## WORK REQUEST:
Lines that include "edges" make up the answer; copy all of them from the data below.

[Records from a data collection]
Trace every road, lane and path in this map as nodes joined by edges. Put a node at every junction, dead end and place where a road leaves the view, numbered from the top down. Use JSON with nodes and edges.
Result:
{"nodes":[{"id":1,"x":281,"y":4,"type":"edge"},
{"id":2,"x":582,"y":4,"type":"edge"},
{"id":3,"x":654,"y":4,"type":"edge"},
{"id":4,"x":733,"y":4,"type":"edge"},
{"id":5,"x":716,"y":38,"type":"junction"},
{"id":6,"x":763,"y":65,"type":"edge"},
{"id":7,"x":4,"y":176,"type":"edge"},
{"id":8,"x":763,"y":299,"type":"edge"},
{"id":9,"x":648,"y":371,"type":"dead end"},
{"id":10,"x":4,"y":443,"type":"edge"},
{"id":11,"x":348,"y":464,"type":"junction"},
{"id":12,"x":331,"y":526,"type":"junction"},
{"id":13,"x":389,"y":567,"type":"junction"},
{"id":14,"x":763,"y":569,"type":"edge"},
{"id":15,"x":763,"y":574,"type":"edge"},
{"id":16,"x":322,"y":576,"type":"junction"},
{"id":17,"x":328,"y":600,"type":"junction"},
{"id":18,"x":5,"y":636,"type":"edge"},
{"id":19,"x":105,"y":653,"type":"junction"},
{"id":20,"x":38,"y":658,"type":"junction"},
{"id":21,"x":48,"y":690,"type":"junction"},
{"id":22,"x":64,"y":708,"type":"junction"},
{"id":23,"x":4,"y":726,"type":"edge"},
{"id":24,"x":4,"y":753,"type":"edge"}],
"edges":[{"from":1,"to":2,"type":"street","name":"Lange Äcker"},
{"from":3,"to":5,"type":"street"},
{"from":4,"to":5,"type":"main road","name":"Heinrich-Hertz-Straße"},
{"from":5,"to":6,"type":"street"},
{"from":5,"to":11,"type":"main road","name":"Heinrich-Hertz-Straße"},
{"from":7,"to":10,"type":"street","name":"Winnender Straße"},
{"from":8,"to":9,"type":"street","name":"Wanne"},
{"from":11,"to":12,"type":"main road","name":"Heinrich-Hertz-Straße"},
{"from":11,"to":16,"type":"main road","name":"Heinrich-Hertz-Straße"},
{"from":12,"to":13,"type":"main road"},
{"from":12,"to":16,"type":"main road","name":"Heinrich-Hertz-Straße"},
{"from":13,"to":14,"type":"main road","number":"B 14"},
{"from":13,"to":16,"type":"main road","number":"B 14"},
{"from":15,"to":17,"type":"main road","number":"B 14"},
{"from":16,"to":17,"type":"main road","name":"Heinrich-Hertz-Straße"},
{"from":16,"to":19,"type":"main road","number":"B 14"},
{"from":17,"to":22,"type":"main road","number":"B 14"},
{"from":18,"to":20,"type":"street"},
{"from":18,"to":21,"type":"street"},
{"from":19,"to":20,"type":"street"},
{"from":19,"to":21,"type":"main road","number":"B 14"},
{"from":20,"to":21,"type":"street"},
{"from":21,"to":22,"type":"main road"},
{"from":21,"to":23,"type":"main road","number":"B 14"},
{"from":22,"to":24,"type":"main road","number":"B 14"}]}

## EXPECTED ANSWER:
Trace every road, lane and path in this map as nodes joined by edges. Put a node at every junction, dead end and place where a road leaves the view, numbered from the top down. Use JSON with nodes and edges.
"edges":[{"from":1,"to":2,"type":"street","name":"Lange Äcker"},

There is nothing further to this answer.